Here lately, we have been trying to come up with winter activities to add to our collection of frugal family fun night ideas. While making trick-or-treating rounds on Halloween night we noticed several families with fire bowls burning a campfire. That looked like a lot of fun, as we don’t get the opportunity to do much camping, and my kids haven’t seen many campfires.

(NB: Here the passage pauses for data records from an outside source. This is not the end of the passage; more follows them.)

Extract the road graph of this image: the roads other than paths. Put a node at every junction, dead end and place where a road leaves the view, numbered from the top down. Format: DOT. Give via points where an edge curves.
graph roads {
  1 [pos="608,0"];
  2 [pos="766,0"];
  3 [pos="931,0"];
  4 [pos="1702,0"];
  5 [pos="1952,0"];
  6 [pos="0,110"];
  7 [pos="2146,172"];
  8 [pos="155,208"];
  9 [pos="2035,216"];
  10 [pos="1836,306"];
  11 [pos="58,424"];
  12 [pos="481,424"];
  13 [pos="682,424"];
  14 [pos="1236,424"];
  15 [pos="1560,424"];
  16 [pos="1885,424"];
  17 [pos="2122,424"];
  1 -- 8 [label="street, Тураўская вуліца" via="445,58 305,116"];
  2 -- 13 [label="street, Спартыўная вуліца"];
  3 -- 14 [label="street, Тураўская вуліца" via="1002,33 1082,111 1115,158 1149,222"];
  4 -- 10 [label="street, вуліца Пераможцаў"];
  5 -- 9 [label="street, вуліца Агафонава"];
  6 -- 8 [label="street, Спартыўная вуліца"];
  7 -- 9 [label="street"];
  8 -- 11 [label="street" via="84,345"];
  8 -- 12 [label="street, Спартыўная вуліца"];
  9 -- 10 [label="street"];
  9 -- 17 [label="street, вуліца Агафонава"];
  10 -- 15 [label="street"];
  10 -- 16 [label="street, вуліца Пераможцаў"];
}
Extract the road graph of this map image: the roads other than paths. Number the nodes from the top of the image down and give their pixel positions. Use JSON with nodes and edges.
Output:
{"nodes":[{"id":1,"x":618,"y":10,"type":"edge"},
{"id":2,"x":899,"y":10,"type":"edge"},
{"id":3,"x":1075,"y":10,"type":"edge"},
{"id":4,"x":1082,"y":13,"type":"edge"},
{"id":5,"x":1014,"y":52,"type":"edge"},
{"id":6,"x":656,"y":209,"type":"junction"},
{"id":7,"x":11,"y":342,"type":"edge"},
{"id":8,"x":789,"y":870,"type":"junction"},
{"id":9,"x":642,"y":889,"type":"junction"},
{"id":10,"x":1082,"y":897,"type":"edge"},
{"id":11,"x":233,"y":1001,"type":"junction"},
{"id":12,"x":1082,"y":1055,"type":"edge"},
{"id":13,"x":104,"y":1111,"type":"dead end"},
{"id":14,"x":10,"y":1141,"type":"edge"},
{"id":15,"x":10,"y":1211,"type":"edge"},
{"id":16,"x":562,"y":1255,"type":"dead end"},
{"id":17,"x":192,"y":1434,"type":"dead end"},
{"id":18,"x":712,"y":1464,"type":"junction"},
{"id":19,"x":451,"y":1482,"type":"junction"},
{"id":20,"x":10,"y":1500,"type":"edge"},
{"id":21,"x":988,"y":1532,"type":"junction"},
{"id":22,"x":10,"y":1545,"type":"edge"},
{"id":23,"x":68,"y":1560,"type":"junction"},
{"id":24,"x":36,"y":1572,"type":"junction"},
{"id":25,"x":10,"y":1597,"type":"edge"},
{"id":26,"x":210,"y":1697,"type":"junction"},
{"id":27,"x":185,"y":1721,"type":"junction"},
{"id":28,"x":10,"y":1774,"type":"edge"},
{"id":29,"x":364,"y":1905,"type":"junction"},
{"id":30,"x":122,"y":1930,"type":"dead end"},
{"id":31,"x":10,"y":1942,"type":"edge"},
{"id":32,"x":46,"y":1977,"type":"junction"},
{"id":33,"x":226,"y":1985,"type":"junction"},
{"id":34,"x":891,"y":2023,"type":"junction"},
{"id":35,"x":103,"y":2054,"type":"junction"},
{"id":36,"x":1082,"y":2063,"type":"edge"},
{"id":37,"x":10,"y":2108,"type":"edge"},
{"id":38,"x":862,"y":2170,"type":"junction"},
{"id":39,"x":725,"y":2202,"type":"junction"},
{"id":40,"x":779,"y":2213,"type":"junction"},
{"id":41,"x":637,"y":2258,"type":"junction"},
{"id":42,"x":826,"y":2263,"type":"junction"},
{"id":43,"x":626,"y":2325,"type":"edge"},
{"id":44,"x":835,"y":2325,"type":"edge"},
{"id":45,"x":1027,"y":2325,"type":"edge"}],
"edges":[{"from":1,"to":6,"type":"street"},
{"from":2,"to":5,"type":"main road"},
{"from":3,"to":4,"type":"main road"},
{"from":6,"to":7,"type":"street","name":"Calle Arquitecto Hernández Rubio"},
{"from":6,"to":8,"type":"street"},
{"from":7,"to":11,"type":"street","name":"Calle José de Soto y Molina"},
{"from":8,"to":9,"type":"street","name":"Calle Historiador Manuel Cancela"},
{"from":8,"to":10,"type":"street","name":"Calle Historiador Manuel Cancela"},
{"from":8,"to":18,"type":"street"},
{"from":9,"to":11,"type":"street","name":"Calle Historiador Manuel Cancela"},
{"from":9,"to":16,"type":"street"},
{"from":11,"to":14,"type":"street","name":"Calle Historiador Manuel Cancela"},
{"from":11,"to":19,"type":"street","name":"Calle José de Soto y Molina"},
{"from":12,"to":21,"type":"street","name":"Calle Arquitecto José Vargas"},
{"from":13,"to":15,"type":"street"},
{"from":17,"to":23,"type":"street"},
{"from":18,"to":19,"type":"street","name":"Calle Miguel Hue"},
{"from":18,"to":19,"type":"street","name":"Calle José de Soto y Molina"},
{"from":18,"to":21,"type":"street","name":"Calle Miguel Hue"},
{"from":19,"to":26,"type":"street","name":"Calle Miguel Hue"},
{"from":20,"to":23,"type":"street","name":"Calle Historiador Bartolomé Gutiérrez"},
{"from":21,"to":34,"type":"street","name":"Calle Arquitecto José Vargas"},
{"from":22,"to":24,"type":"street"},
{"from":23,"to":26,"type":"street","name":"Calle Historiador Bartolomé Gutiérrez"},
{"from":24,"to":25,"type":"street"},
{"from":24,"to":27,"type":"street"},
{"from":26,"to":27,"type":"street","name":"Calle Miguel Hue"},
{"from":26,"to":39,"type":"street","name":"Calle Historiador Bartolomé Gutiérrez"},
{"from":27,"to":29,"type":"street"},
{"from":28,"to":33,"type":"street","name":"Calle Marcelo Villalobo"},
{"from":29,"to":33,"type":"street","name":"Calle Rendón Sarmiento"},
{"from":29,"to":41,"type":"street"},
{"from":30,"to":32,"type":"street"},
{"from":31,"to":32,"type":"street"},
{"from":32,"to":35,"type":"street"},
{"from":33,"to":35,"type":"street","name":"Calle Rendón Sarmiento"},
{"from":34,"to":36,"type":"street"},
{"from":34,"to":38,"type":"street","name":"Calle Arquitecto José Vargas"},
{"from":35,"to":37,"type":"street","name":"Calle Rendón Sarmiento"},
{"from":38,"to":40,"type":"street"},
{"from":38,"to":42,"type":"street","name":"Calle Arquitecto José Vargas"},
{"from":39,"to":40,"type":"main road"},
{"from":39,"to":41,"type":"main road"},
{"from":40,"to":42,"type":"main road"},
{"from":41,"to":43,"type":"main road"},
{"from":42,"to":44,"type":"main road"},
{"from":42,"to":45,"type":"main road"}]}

The Fire Bowl Search Begins
We scoured the sale papers and Craigslist over the last couple weeks, but couldn’t find any particularly good deals this time of year, until yesterday. We had looked at a couple fire bowl models are Target, but I was convinced they were overpriced (not that I had much to base that on, but this was Target, and they aren’t exactly known for their deals on large, household items). On Saturday night we looked at one, even put it in the shopping cart for closer inspection. It was $79.99. We decided to put it back, convinced that just wasn’t in the budget. The next day it was on sale for $55.00! I dashed back the store on Sunday and picked up the last fire bowl on the shelf.
My wife had already picked up a set of pokers for the four of us from the dollar store. I stopped by the grocery store and grabbed a bag of marshmallows, a box of graham crackers, and found a three-pack of Hershey bars on sale. I also grabbed a small bag of firewood, though I’ll be rounding up some free wood from now on.
Assembling the Fire Bowl, and the S’mores
On Sunday night we assembled the fire bowl. It was a snap; we simply had to attach the four legs and the handle for the screen cover. I rounded up some kindling and an old brown paper sack to get the fire going, while my wife prepared the trimmings for hot dogs. When the fire was hot I added two pieces of firewood and we sat around and roasted our hot-dogs and marshmallows. The kids loved making S’mores, and best of all, enjoyed being outside cooking on a campfire in their own backyard!
Fire Bowl Safety Reminders
- Follow manufacturer recommendations on how far the fire bowl should be from a structure, such as your house.
- Use a pot holder of the hook end of a poker to lift the handle on the screen cover. I only learned this myself after burning the fingerprints off my left hand when grabbing the fire bowl’s screen top handle. Doh!
- Do not set the fire bowl down directly on grass, particularly in dry conditions. While the fire remains well above the ground, hot embers could drop through the drain in the bottom of the bowl and ignite the grass. Consider a small paved area, or kill back the grass and put down a few bricks to keep the fire bowl up off the ground.
- Watch small kids! Do not leave small children unattended around the fire bowl. Curiosity could get the best of them and if they get too close they could inadvertently ignite their clothing.
Basically, apply the same rules you would for an inside fire in a fireplace, but be a little more vigilant since the fire is accessible from all sides. A backyard campfire is a great way to spend a fall or early-winter evening, and once you have the basic supplies it is an inexpensive way to entertain your family.